Gli attori Benedict Cumberbatch, Alan Cumming e Benedict Wong hanno lanciato un appello congiunto al governo del Regno Unito, chiedendo di bloccare la proposta di fusione da 110 miliardi di dollari tra Paramount e Warner Bros. Discovery. Attraverso un editoriale pubblicato sul Guardian, i tre artisti hanno espresso serie preoccupazioni riguardo alle potenziali ripercussioni negative che tale operazione potrebbe avere sull'industria audiovisiva britannica, con particolare riferimento ai posti di lavoro delle troupe cinematografiche e televisive, al finanziamento del cinema indipendente e all'aumento della concentrazione mediatica.

Nel loro intervento, Cumberbatch, Cumming e Wong hanno sottolineato la loro profonda responsabilità verso il pubblico britannico: “Come attori e figure pubbliche che hanno passato la loro carriera nelle arti in Gran Bretagna – lavorando con troupe britanniche, su palchi e set britannici – abbiamo una responsabilità verso il pubblico che sostiene, apprezza e consuma l’arte che creiamo.” Hanno poi esortato le autorità a intervenire con decisione per proteggere il settore: “Il Regno Unito è minacciato da una fusione mediatica che danneggerebbe i nostri lavoratori, la nostra cultura e il pubblico – ma possiamo fermarla.”

Le ragioni dell'opposizione e il contesto internazionale

L'opposizione degli attori si fonda su argomentazioni concrete e su precedenti internazionali.

Essi ricordano che ben dodici Stati americani, guidati dalla California, hanno già intrapreso un'azione legale presso il tribunale federale degli Stati Uniti per ostacolare l'operazione.

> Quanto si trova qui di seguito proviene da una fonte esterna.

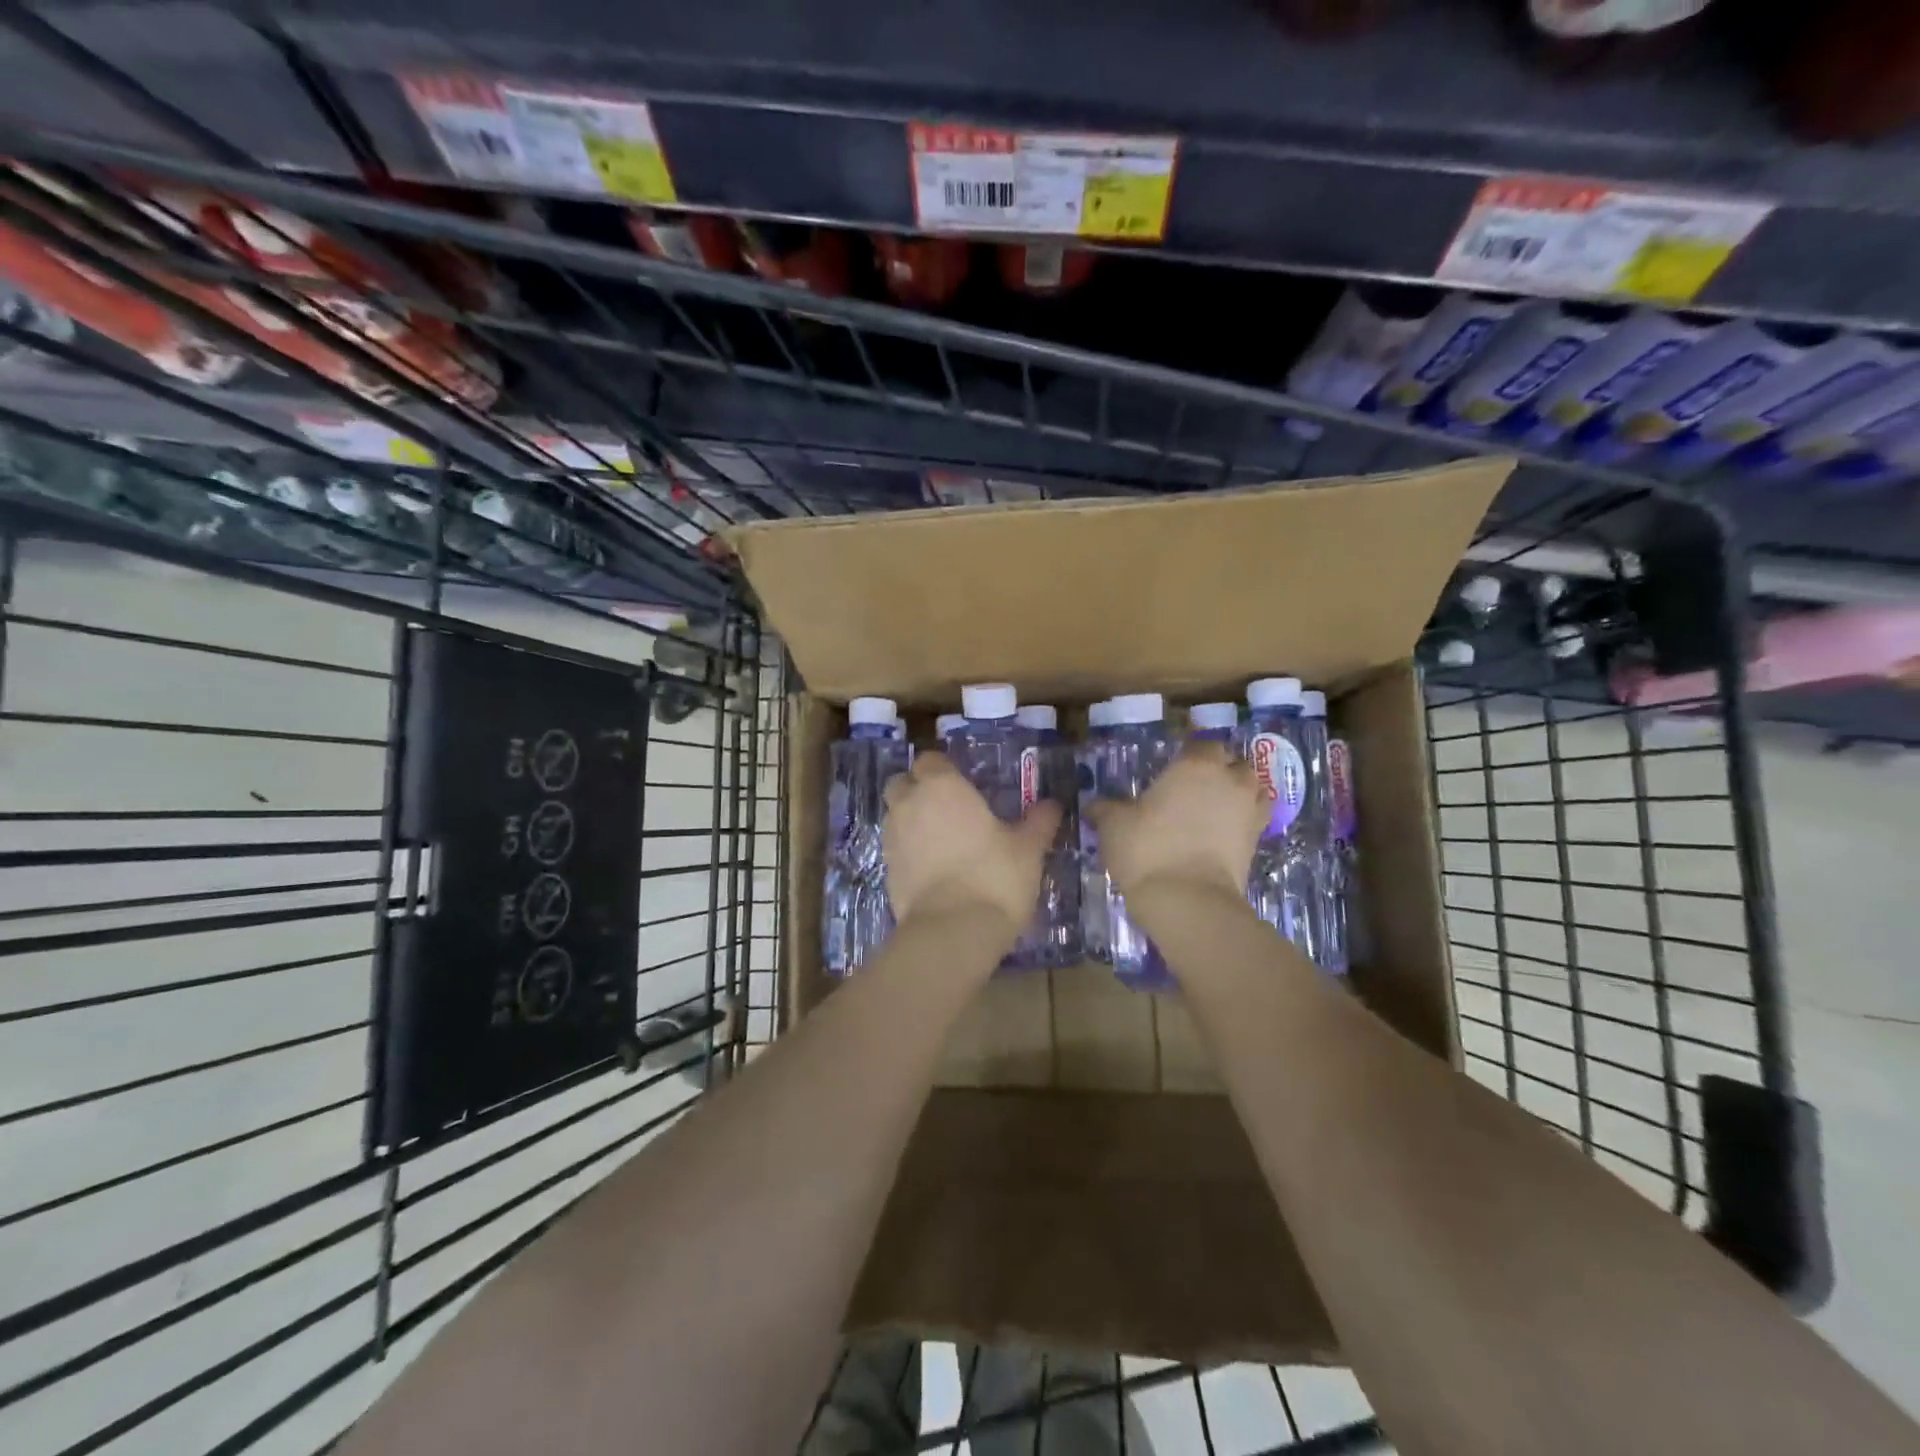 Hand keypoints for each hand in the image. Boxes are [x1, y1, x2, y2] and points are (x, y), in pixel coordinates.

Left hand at [883, 752, 1061, 938]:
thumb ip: (1038, 822)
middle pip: (903, 782)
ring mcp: (892, 837)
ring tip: (942, 839)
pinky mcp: (886, 869)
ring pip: (895, 814)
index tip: (963, 783)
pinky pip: (895, 847)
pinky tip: (934, 868)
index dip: (944, 768)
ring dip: (912, 819)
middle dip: (919, 788)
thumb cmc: (995, 876)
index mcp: (942, 786)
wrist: (952, 930)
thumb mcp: (1028, 849)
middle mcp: (909, 804)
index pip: (931, 760)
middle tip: (948, 807)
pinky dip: (909, 850)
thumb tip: (1053, 804)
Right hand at [1087, 740, 1266, 903]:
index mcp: (1196, 765)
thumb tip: (1095, 805)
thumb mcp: (1113, 825)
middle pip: (1234, 763)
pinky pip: (1254, 819)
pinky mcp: (1257, 843)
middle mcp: (1229, 781)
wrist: (1187, 901)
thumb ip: (1106, 809)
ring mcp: (1249, 811)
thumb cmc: (1147, 850)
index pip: (1202, 743)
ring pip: (1252, 789)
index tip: (1174, 764)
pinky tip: (1223, 830)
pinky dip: (1243, 819)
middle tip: (1193, 785)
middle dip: (1219, 769)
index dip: (1190, 751)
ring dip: (1238, 791)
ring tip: (1215, 805)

Secondo le loro motivazioni, la fusione potrebbe portare a un aumento dei prezzi per i consumatori, a una riduzione del numero di film prodotti e a un generale peggioramento della qualità dei contenuti disponibili. Parallelamente, viene menzionato come l'Unione Europea abbia già concesso il proprio assenso alla fusione, sebbene con l'imposizione di specifiche condizioni volte a salvaguardare la concorrenza nel mercato.

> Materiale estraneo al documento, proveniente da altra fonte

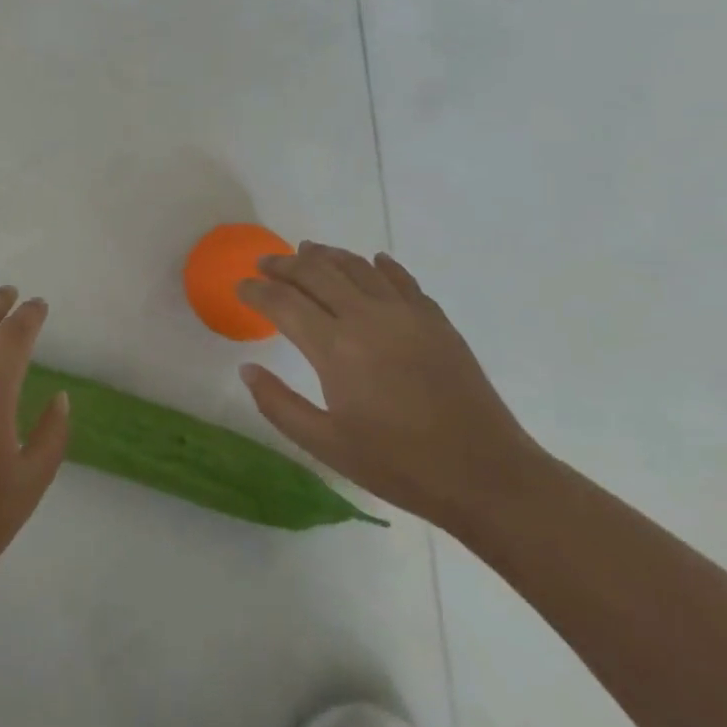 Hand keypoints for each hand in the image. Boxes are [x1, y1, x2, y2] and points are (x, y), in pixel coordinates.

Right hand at [237, 244, 539, 527]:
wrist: (487, 475)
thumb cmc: (399, 465)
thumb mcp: (326, 445)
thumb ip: (279, 404)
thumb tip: (247, 369)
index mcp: (335, 348)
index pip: (283, 302)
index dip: (256, 291)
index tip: (239, 286)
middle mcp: (367, 317)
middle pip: (316, 272)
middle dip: (284, 264)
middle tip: (264, 263)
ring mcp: (406, 314)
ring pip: (357, 266)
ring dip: (326, 255)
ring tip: (307, 251)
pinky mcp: (435, 320)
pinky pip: (401, 279)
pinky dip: (379, 265)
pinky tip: (372, 262) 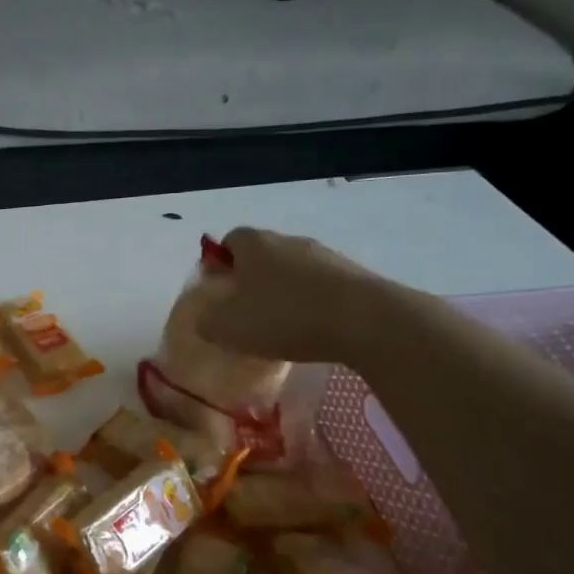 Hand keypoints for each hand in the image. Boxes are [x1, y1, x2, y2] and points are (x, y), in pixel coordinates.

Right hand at [196, 227, 404, 364]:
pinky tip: (314, 332)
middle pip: (262, 255)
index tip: (219, 293)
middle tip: (247, 314)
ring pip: (294, 272)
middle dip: (252, 281)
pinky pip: (323, 288)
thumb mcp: (226, 327)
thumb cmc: (284, 316)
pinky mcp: (355, 276)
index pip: (229, 241)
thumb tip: (208, 317)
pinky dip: (314, 305)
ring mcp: (326, 256)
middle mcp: (289, 241)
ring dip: (285, 294)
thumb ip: (207, 320)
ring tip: (282, 328)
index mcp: (254, 243)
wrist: (366, 321)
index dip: (220, 264) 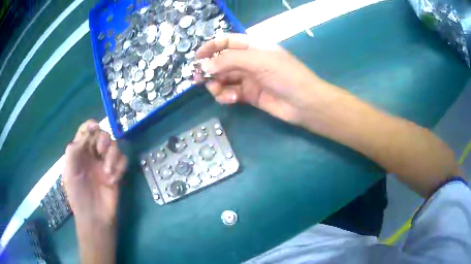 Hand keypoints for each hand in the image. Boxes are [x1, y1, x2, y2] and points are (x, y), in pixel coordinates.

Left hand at [63, 120, 127, 225]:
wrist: (95, 217)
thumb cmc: (78, 195)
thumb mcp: (69, 172)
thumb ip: (74, 150)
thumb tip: (89, 130)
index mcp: (80, 153)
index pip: (86, 131)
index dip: (91, 125)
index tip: (95, 128)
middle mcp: (93, 155)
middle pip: (102, 134)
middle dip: (103, 139)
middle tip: (100, 151)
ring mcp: (106, 164)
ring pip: (115, 146)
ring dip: (112, 156)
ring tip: (107, 173)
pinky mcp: (117, 173)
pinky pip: (123, 160)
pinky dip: (120, 167)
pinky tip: (113, 179)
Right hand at [196, 34, 329, 124]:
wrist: (304, 103)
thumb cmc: (285, 75)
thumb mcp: (258, 61)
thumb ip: (230, 60)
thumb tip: (204, 65)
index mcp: (253, 47)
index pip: (228, 42)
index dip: (212, 47)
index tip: (197, 57)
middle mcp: (249, 61)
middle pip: (223, 62)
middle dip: (210, 69)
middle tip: (199, 79)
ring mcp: (249, 79)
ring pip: (224, 78)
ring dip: (216, 84)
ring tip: (217, 90)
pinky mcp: (249, 95)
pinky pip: (231, 93)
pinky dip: (226, 95)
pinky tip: (230, 99)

Gli attori hanno anche evidenziato come precedenti fusioni di questa portata abbiano già avuto conseguenze tangibili per i professionisti del settore e per il pubblico.

“Ogni fusione di questo tipo restringe il canale attraverso cui le storie possono raggiungere il pubblico,” hanno affermato. Hanno poi specificato che ciò si traduce in “licenziamenti, produzioni cancellate, meno film commissionati e meno rischi assunti,” delineando un quadro di impoverimento creativo e occupazionale.

L'impatto economico e culturale nel Regno Unito

L'editoriale ha messo in luce l'importanza cruciale dell'industria cinematografica e televisiva britannica per l'economia nazionale. I dati citati da Cumberbatch, Cumming e Wong rivelano che il settore ha supportato oltre 180.000 posti di lavoro nell'ultimo anno, generato una spesa per la produzione di 6,8 miliardi di sterline e contribuito con circa 12 miliardi di sterline all'anno al valore dell'economia del Regno Unito.

Viene così sottolineato il rischio concreto di una perdita significativa di diversità culturale e di opportunità lavorative per migliaia di famiglie e comunità locali, qualora la fusione dovesse limitare il numero di produzioni e il finanziamento a nuove opere indipendenti.

Il trio ha espresso apprezzamento per la ministra della Cultura, Media e Sport, Lisa Nandy, che si è detta “minded to intervene”, ma ha insistito sulla necessità di un'azione più incisiva. “Nandy ha aperto la porta all’intervento. Deve attraversarla, per il bene di tutti coloro che fanno televisione e film nel Regno Unito – e di tutti coloro che li guardano,” hanno concluso gli attori. Hanno ribadito l'urgenza di difendere l'interesse pubblico e di bloccare la fusione per proteggere l'industria e la cultura britannica da una eccessiva concentrazione di potere mediatico.